Collected data
□ □ □ □

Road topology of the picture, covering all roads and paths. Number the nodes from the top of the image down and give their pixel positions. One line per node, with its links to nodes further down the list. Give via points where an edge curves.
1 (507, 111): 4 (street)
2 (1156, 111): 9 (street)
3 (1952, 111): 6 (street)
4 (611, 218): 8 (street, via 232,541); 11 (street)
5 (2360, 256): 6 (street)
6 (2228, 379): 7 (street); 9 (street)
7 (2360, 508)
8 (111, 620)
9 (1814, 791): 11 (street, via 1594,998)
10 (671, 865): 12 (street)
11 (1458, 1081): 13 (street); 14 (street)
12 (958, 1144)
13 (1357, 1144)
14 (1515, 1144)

□ □ □ □

▶ What you have to do
Give back every record exactly.

▶ Output of the exercise
Road topology of the picture, covering all roads and paths. Number the nodes from the top of the image down and give their pixel positions. One line per node, with its links to nodes further down the list. Give via points where an edge curves.
1 (507, 111): 4 (street)
2 (1156, 111): 9 (street)
3 (1952, 111): 6 (street)
4 (611, 218): 8 (street, via 232,541); 11 (street)
5 (2360, 256): 6 (street)
6 (2228, 379): 7 (street); 9 (street)
7 (2360, 508)
8 (111, 620)
9 (1814, 791): 11 (street, via 1594,998)
10 (671, 865): 12 (street)
11 (1458, 1081): 13 (street); 14 (street)
12 (958, 1144)
13 (1357, 1144)
14 (1515, 1144)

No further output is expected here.